Jerry was one of those people whom you liked at first meeting.  A beautiful smile and total acceptance of whomever you happen to be.  And, he was a great musician.  He played the congas and was known, naturally, as Conga Jerry.  Jerry played with some of the most respected bands and musicians of the 70's.  He has album credits with the Allman Brothers Band, The Marshall Tucker Band,  Sea Level, Eric Quincy Tate and many of the other acts who recorded at Capricorn Studios in Macon, Georgia.

I can't remember where I first met Jerry, but I got to know him like a brother when, at a very unsettled time for me following a divorce, he and his girlfriend Theresa asked me to house sit their cabin in Pine Mountain, Georgia while they took off for a four-month tour of the West.  Those four months in that little cabin sitting on a beautiful hilltop, surrounded by pecan trees, working fields and a view of Pine Mountain in the distance, were some of the healthiest and happiest months of my life.  I was unemployed with no income except for some savings and whatever I made from playing in a rock 'n roll club band.  I lived close to the earth and needed little.

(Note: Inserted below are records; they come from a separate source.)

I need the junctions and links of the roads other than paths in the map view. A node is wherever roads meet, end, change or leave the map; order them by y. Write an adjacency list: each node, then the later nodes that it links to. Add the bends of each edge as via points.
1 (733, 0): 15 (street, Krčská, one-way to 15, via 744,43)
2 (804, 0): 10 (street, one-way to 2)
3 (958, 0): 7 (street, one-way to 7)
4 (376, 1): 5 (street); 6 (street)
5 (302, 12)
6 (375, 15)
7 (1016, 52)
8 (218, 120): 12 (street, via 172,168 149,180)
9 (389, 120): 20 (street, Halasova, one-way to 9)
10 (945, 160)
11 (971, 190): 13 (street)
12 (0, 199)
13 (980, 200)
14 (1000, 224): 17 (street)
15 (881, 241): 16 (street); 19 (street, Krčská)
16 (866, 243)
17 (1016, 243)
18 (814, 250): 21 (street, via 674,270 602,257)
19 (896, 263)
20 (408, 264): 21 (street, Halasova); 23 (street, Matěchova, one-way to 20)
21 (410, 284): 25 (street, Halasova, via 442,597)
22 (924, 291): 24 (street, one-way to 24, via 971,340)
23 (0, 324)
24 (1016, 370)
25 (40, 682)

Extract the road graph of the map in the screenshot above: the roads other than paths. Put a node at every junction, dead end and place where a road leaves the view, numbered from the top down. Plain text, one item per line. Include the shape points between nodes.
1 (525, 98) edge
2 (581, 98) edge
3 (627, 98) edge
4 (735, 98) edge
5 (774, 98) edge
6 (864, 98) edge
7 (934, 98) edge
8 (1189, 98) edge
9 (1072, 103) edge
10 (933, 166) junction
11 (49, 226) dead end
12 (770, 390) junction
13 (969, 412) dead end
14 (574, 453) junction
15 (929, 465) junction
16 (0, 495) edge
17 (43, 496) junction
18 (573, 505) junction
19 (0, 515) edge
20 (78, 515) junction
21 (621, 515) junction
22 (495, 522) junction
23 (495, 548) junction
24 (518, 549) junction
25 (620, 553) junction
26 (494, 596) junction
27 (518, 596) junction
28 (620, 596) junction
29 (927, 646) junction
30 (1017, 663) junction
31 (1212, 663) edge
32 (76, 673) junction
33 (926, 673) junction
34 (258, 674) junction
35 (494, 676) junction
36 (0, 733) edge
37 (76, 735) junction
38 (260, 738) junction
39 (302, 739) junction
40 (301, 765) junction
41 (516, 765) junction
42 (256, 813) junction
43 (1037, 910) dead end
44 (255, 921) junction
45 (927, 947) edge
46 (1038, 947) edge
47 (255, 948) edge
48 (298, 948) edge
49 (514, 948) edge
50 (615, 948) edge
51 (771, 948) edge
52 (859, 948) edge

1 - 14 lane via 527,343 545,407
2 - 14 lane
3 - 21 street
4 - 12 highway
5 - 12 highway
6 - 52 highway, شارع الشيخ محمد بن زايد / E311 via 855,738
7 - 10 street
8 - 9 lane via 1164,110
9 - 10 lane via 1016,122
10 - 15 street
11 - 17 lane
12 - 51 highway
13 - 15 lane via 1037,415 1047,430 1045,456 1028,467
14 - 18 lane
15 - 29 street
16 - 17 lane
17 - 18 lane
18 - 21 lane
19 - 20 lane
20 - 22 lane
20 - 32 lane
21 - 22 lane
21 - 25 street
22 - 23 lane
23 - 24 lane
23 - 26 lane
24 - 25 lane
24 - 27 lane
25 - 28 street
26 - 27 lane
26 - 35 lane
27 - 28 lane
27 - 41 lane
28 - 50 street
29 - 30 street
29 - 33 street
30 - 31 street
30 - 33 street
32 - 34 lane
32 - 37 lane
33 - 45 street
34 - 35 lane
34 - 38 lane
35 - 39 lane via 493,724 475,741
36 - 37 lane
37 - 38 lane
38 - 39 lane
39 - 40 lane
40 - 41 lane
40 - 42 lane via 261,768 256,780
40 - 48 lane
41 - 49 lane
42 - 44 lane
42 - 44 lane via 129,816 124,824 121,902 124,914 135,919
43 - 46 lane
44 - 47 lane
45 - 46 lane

When Jerry and Theresa returned they asked me to stay on, which I did for another six months or so, until Theresa finally insisted that I go as Jerry and I were spending way more time together than he with her.  So many times over the ensuing years when I've seen Jerry he's lamented having to kick me out instead of her.  I can only laugh when I think about it because, they were both right.  I overstayed my welcome but had she left instead of me, I would have without question become a full-time professional musician.  The sad thing is, not one month after I left, so did she.  Se la vie.

We used to have the greatest parties out on the farm.  Most of them just spur of the moment jams with everyone spreading the word to family and friends.  But sometimes, some of Jerry's friends from Macon would come over and serious music would break out.  One of my favorite memories was sharing a jam with Chuck Leavell, keyboard for Sea Level at the time, now with the Rolling Stones.  The parties were wonderful family affairs with children running around, picnics, and swimming in the pond.  Of course, there was plenty of home grown and the occasional meadow mushroom.

I regret that I don't have any good photographs of Jerry, but here are a few from the good ole days that will give you a feel for the moment.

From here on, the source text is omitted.